Je lui raconte un peu ce que je fais en France, à Paris... Mais elle n'est pas très curieuse, et quand je lui ai dit que je travaillais dans l'informatique, que j'avais un frère et que mes

parents habitaient dans les montagnes, elle ne veut pas vraiment en savoir plus.

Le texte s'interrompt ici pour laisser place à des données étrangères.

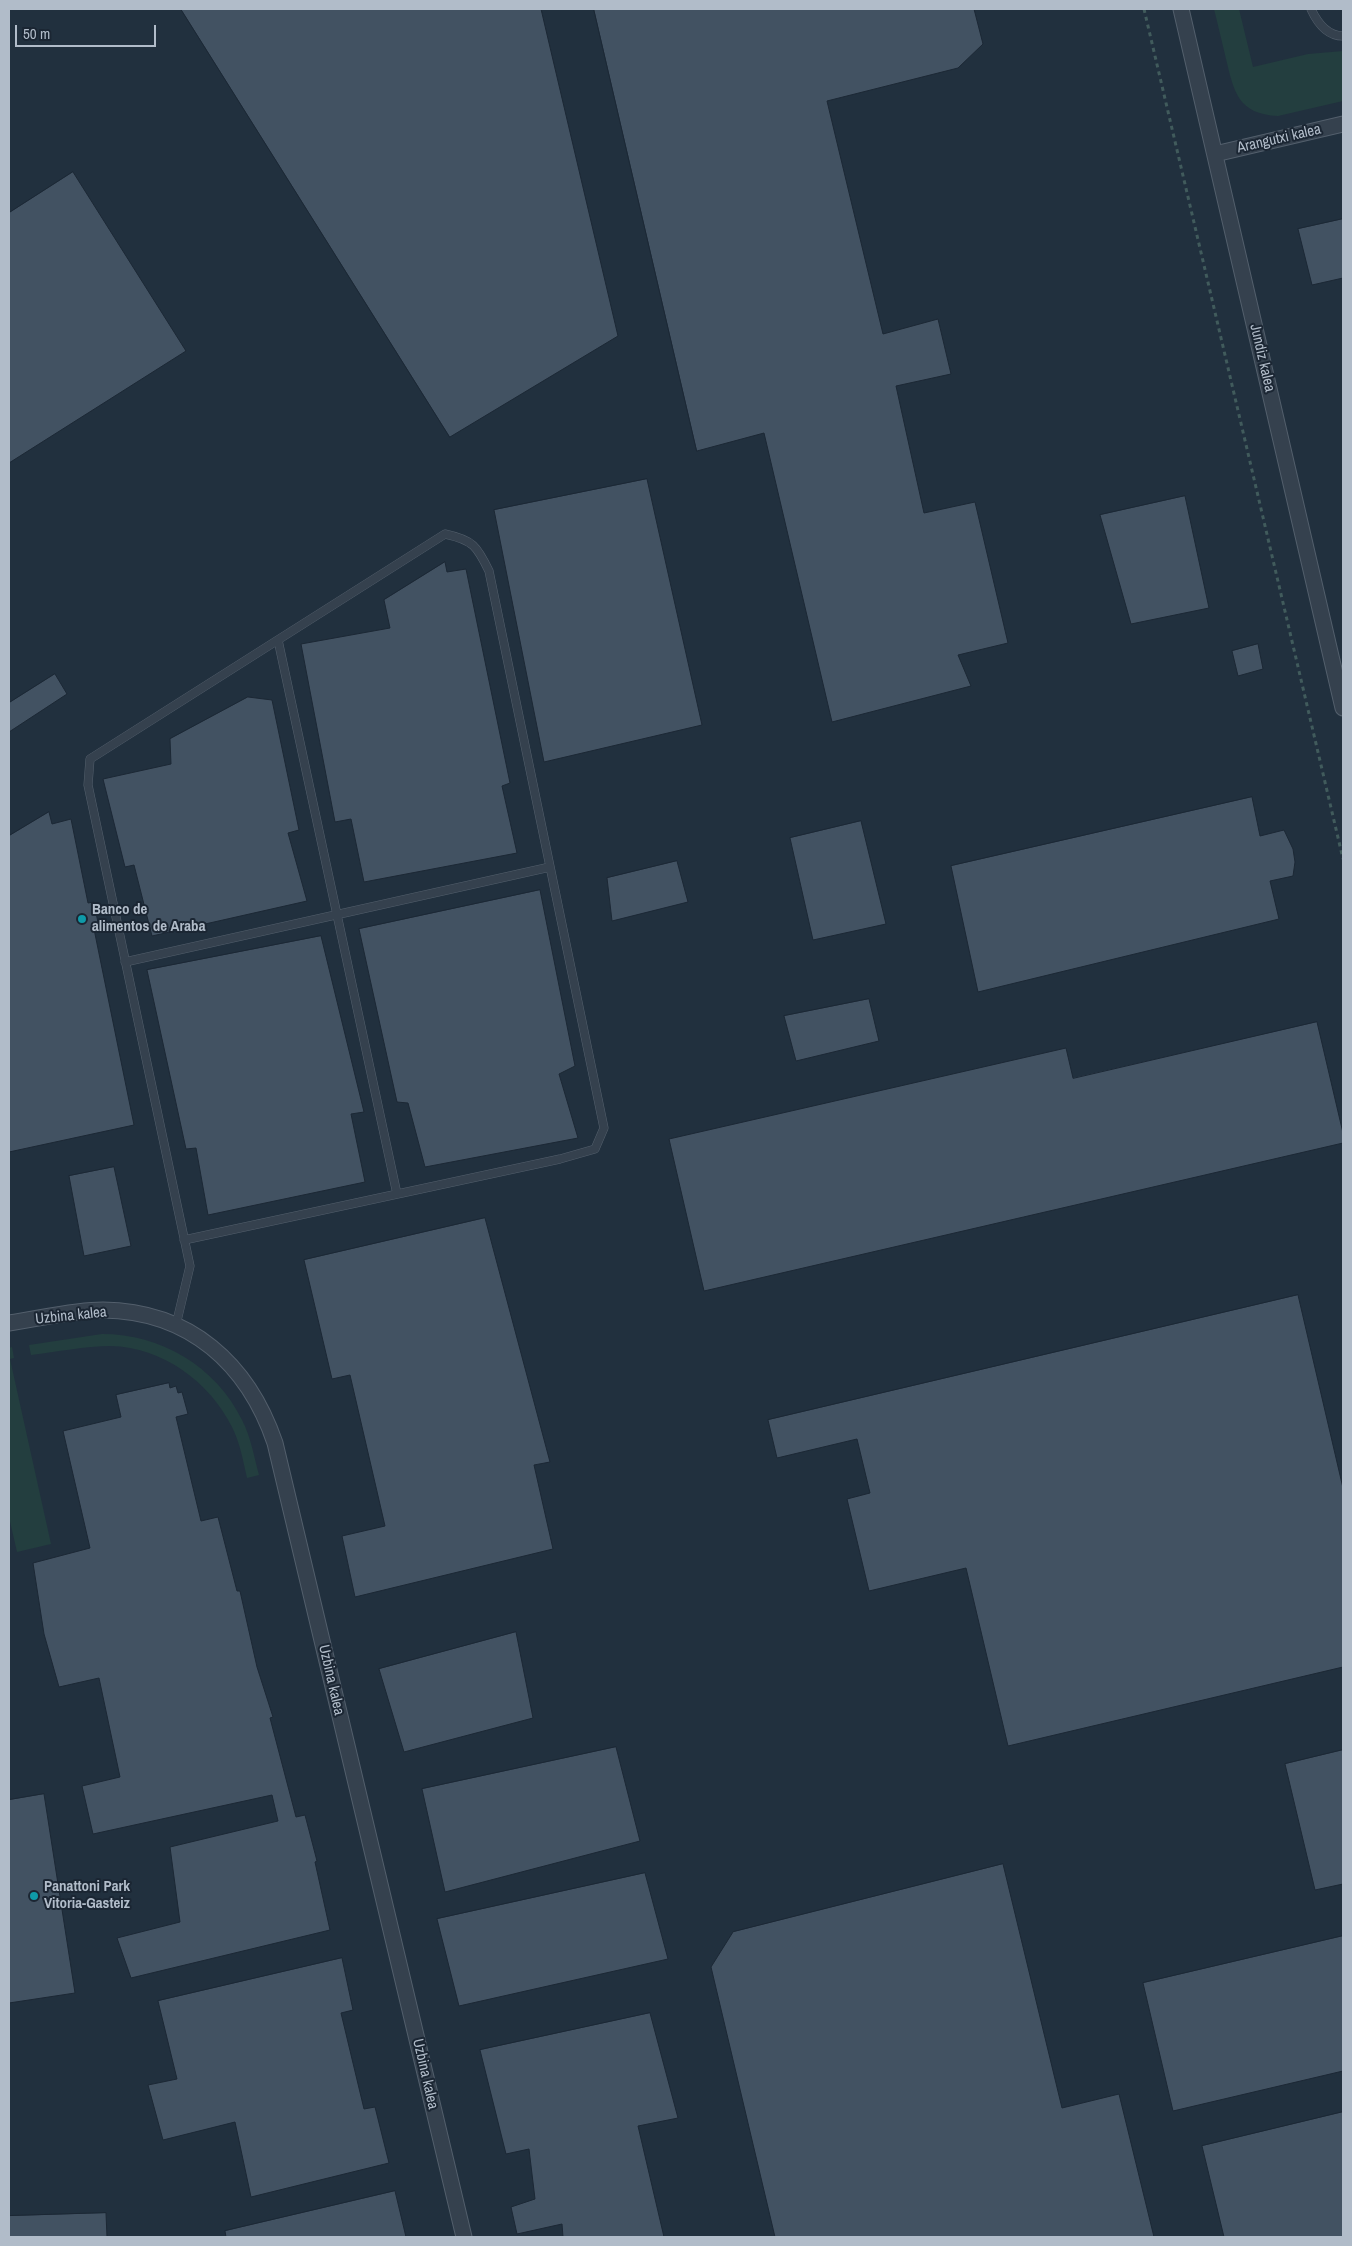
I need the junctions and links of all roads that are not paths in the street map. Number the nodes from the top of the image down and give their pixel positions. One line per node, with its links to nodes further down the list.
1 (1181, 9): 5 (street, Jundiz kalea)
2 (1310, 9): 3 (lane)
3 (1343, 36)
4 (1343, 124): 5 (street, Arangutxi kalea)
5 (1214, 154): 7 (street, Jundiz kalea)
6 (278, 640): 8 (lane); 9 (lane); 10 (lane)
7 (1343, 708)
8 (550, 867): 9 (lane); 11 (lane)
9 (336, 914): 10 (lane); 11 (lane)
10 (125, 962): 12 (lane)
11 (397, 1194): 12 (lane)
12 (184, 1240): 14 (lane)
13 (9, 1323): 14 (street, Uzbina kalea)
14 (176, 1325): 15 (street, Uzbina kalea)
15 (464, 2237)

Nous rentrons finalement pour 13 heures. Son père n'est pas encore de retour, mais il appelle pour prévenir qu'il arrive, et qu'il a invité Ted et son fils Billy. Deborah a l'air heureuse de l'apprendre, c'est effrayant ! Il semble qu'elle n'apprécie pas outre mesure l'idée de devoir préparer le repas d'une part, et de devoir rencontrer son prétendant d'autre part. J'essaie de la calmer en lui proposant mon aide pour la préparation du repas. Préparation du repas qui, par mes pitreries, réussit à la faire rire aux éclats et oublier un peu son mauvais caractère.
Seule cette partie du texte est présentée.